Mutagenesis of the FSHβ-luciferase plasmid was performed using the QuikChange Site-Directed Mutagenesis Kit (Stratagene, La Jolla, CA) according to the manufacturer’s protocol. From the wild-type sequence, the −267 SBE site GTCTAGAC was mutated to GTAGCTAC to create a Smad site mutant. Mutation of the downstream −76 AP-1 site was previously described (11), whereas the −256 AP-1 site AGAGTCA was mutated to AGAAACA. Mutations were confirmed by dideoxyribonucleotide sequencing performed by the DNA Sequencing Shared Resource, University of California, San Diego, Cancer Center, which is funded in part by National Cancer Institute Cancer Center Support Grant P30 CA23100.

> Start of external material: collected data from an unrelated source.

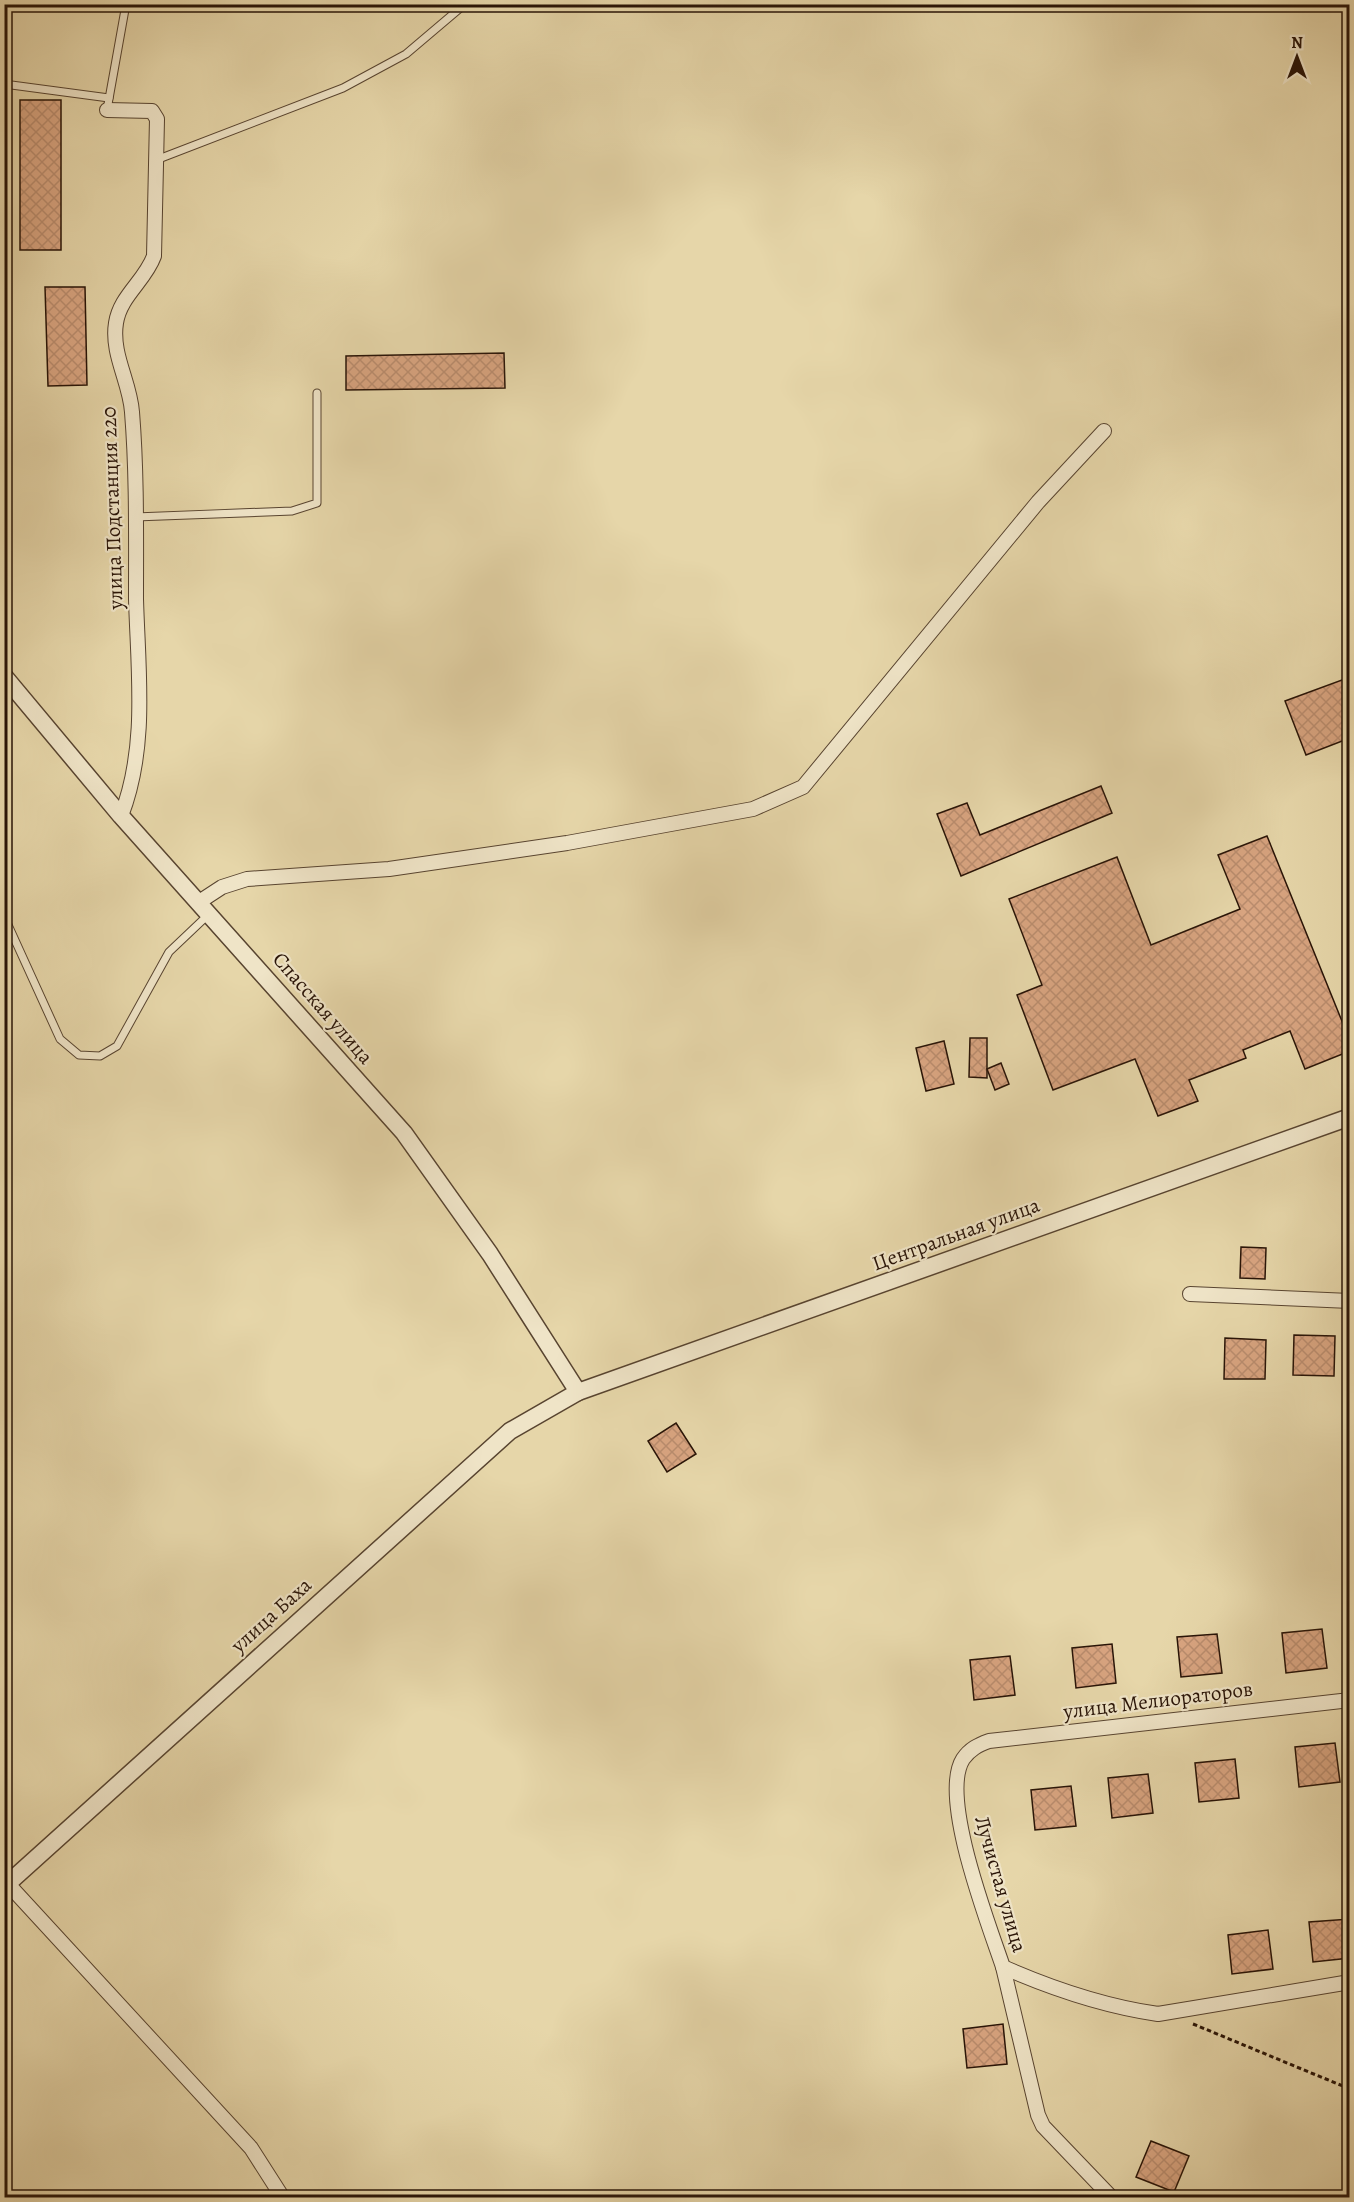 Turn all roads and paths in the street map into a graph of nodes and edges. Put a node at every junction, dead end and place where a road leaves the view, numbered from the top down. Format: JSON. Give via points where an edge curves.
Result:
{"nodes":[{"id":1,"x":126,"y":4,"type":"edge"},
{"id":2,"x":465,"y":4,"type":"edge"},
{"id":3,"x":4,"y":84,"type":"edge"},
{"id":4,"x":108,"y":104,"type":"junction"},
{"id":5,"x":156,"y":160,"type":"junction"},
{"id":6,"x":317,"y":393,"type":"dead end"},
{"id":7,"x":1104,"y":431,"type":"dead end"},
{"id":8,"x":135,"y":517,"type":"junction"},
{"id":9,"x":4,"y":676,"type":"edge"},
{"id":10,"x":121,"y":816,"type":"junction"},
{"id":11,"x":204,"y":908,"type":"junction"},
{"id":12,"x":4,"y":916,"type":"edge"},
{"id":13,"x":1350,"y":1117,"type":"edge"},
{"id":14,"x":1191,"y":1294,"type":"dead end"},
{"id":15,"x":1350,"y":1301,"type":"edge"},
{"id":16,"x":578,"y":1392,"type":"junction"},
{"id":17,"x":1350,"y":1700,"type":"edge"},
{"id":18,"x":973,"y":1748,"type":"joint"},
{"id":19,"x":6,"y":1885,"type":"edge"},
{"id":20,"x":1003,"y":1967,"type":"junction"},
{"id":21,"x":1350,"y":1982,"type":"edge"},
{"id":22,"x":1167,"y":2013,"type":"junction"},
{"id":23,"x":1350,"y":2089,"type":"edge"},
{"id":24,"x":283,"y":2198,"type":"edge"},
{"id":25,"x":1112,"y":2198,"type":"edge"}],
"edges":[{"from":1,"to":4,"type":"lane"},
{"from":2,"to":5,"type":"lane","via":[[406,54],[344,88]]},
{"from":3,"to":4,"type":"lane"},
{"from":4,"to":5,"type":"street","name":"улица Подстанция 220","via":[[152,111],[157,118]]},
{"from":5,"to":8,"type":"street","name":"улица Подстанция 220","via":[[154,256],[121,306],[116,324],[118,359],[132,409]]},
{"from":6,"to":8,"type":"lane","via":[[317,503],[292,511]]},
{"from":7,"to":11,"type":"street","via":[[1038,502],[803,788],[787,797],[753,809],[567,843],[388,869],[247,879],[222,887]]},
{"from":8,"to":10,"type":"street","name":"улица Подстанция 220","via":[[138,747],[134,779]]},
{"from":9,"to":10,"type":"street","name":"Спасская улица"},
{"from":10,"to":11,"type":"street","name":"Спасская улица"},
{"from":11,"to":12,"type":"lane","via":[[169,952],[117,1047],[110,1053],[90,1056],[79,1055],[60,1039]]},
{"from":11,"to":16,"type":"street","name":"Спасская улица","via":[[404,1133],[490,1254]]},
{"from":13,"to":16,"type":"street","name":"Центральная улица"},
{"from":14,"to":15,"type":"street"},
{"from":16,"to":19,"type":"street","name":"улица Баха","via":[[510,1431]]},
{"from":17,"to":18,"type":"street","name":"улица Мелиораторов","via":[[1001,1740]]},
{"from":18,"to":20,"type":"street","name":"Лучистая улица","via":[[962,1760],[959,1811],[969,1863]]},
{"from":19,"to":24,"type":"street","via":[[251,2148]]},
{"from":20,"to":22,"type":"street","name":"Лучистая улица","via":[[1055,1990],[1129,2009]]},
{"from":20,"to":25,"type":"street","via":[[1043,2126]]},
{"from":21,"to":22,"type":"street","name":"Лучистая улица"},
{"from":22,"to":23,"type":"path"}]}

After overnight starvation and hormone treatment, LβT2 cells were rinsed with PBS and lysed with lysis buffer [20 mm Tris-HCl (pH 7.4), 140 mm NaCl, 0.5% Nonidet P-40, 0.5 mm EDTA, with protease inhibitors (aprotinin, pepstatin, and leupeptin at 10 μg/ml each), and 1 mm phenylmethylsulfonyl fluoride]. Protein concentrations were determined with Bradford reagent (Bio-Rad), and an equal amount of protein per sample was loaded on SDS-PAGE gels. After proteins had been resolved by electrophoresis and transferred to a polyvinylidene fluoride membrane, they were probed with specific antibodies for Fos, Jun, phospho-c-Jun, phospho-Smad 2/3 (sc-11769, made in rabbit), or Smad 2/3 (sc-6032) (Santa Cruz Biotechnology). The bands were detected with secondary antibodies linked to horseradish peroxidase and enhanced chemiluminescence reagent (Amersham Pharmacia, Piscataway, NJ). Western blots were quantified by Gene-Gnome Bio Imaging chemiluminescence reader (Syngene, Frederick, MD).

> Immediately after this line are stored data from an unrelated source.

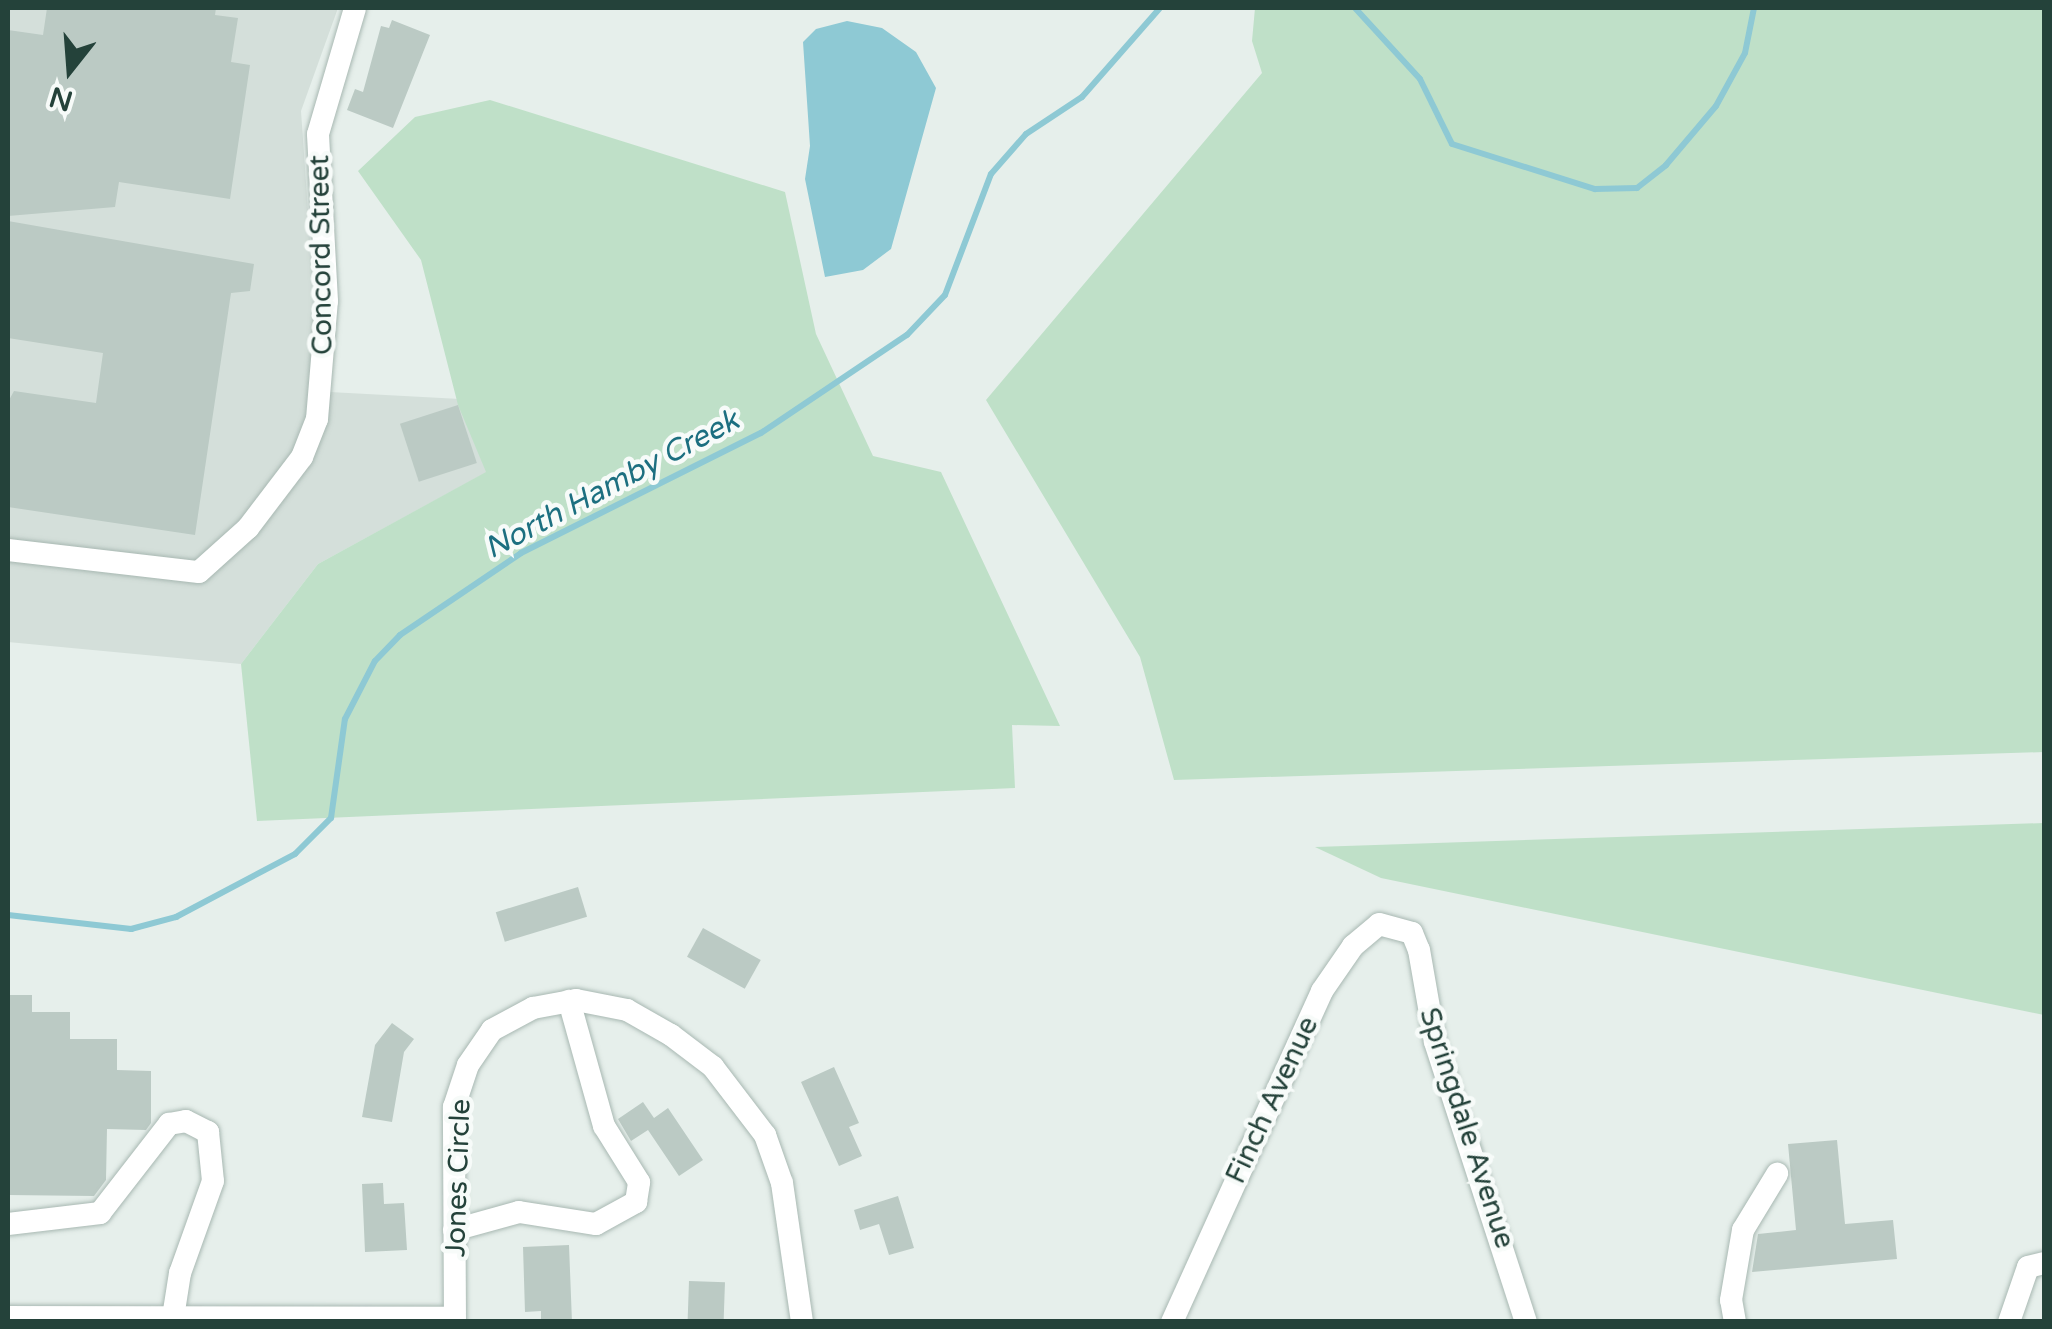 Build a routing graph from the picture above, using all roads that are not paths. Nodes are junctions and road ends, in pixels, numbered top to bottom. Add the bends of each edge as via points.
1 (355, 8) edge
2 (8, 550) edge
3 (1412, 933) joint
4 (569, 1001) junction
5 (1778, 1174) dead end
6 (8, 1224) edge
7 (454, 1230) junction
8 (2044, 1262) edge
9 (8, 1317) edge
10 (172, 1317) junction
11 (138, 1319) edge
12 (454, 1320) edge
13 (802, 1322) edge
14 (1172, 1322) edge
15 (1526, 1322) edge
16 (1735, 1322) edge
17 (2009, 1322) edge

1 - 2 street, Concord Street via 318,134 327,301 318,419 302,457 231,546 199,572
3 - 14 street, Finch Avenue via 1378,924 1353,946 1322,991
3 - 15 street, Springdale Avenue via 1435,1042
4 - 7 street, Jones Circle via 533,1008 492,1030 468,1065 454,1107
4 - 7 street via 604,1126 636,1174 638,1199 596,1224 519,1212
4 - 13 street, Jones Circle via 626,1010 671,1035 714,1067 765,1135 785,1199
5 - 16 street via 1743,1230 1731,1300
6 - 10 street via 100,1213 169,1124 186,1121 208,1132 213,1181 180,1273
7 - 12 street, Jones Circle
8 - 17 street via 2028,1267
9 - 11 street
10 - 11 street
10 - 12 street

We thank Rik Derynck who kindly provided the Smad 3, 4, and 7 expression vectors, Joan Massague who provided Smad 3 wild-type and phosphorylation site mutant expression vectors, and Jiahuai Han for the plasmid containing the dominant-negative p38 cDNA. We appreciate the time and insight of many Mellon laboratory members who participated in helpful discussions and the technical assistance of Susan Mayo.

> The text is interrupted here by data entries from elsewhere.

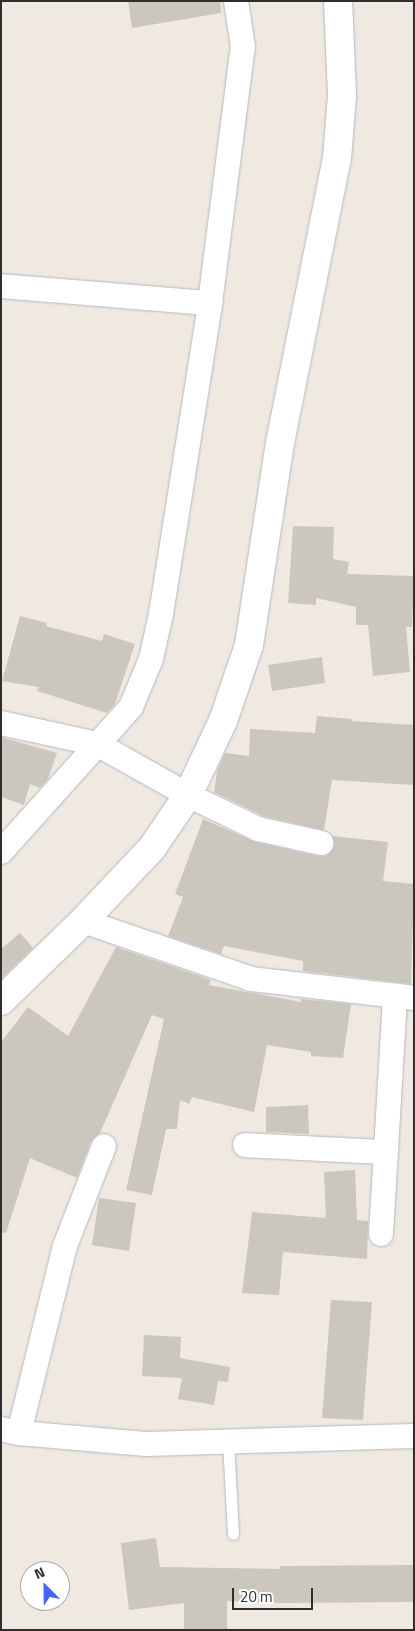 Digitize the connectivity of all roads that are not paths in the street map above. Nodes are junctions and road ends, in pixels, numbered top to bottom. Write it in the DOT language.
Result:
graph roads {
  1 [pos="236,1"];
  2 [pos="338,1"];
  3 [pos="1,286"];
  4 [pos="210,303"];
  5 [pos="1,723"];
  6 [pos="105,748"];
  7 [pos="188,795"];
  8 [pos="321,842"];
  9 [pos="1,852"];
  10 [pos="83,921"];
  11 [pos="404,996"];
  12 [pos="1,1001"];
  13 [pos="245,1145"];
  14 [pos="104,1146"];
  15 [pos="385,1152"];
  16 [pos="381,1234"];
  17 [pos="10,1431"];
  18 [pos="414,1436"];
  19 [pos="228,1441"];
  20 [pos="233,1534"];
  1 -- 4 [label="street"];
  2 -- 7 [label="main road"];
  3 -- 4 [label="street"];
  4 -- 6 [label="street"];
  5 -- 6 [label="street"];
  6 -- 7 [label="street"];
  6 -- 9 [label="street"];
  7 -- 8 [label="street"];
  7 -- 10 [label="main road"];
  10 -- 11 [label="street"];
  10 -- 12 [label="main road"];
  11 -- 15 [label="street"];
  13 -- 15 [label="street"];
  14 -- 17 [label="street"];
  15 -- 16 [label="street"];
  17 -- 19 [label="street"];
  18 -- 19 [label="street"];
  19 -- 20 [label="lane"];
}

This research was supported by National Institute of Child Health and Human Development, National Institutes of Health (NIH), through a cooperative agreement (U54 HD012303) as part of the Specialized Cooperative Centers Program in Reproduction Research (P.L.M.). This work was also supported by NIH Grant R01 HD020377 (to P.L.M.). D.C. was supported by NIH NRSA F32 HD41301 and the Lalor Foundation. H.A.E. was supported by the Howell Foundation. P.L.M. is a member of the Biomedical Sciences Graduate Program.
Disclosure Summary: The authors have nothing to disclose.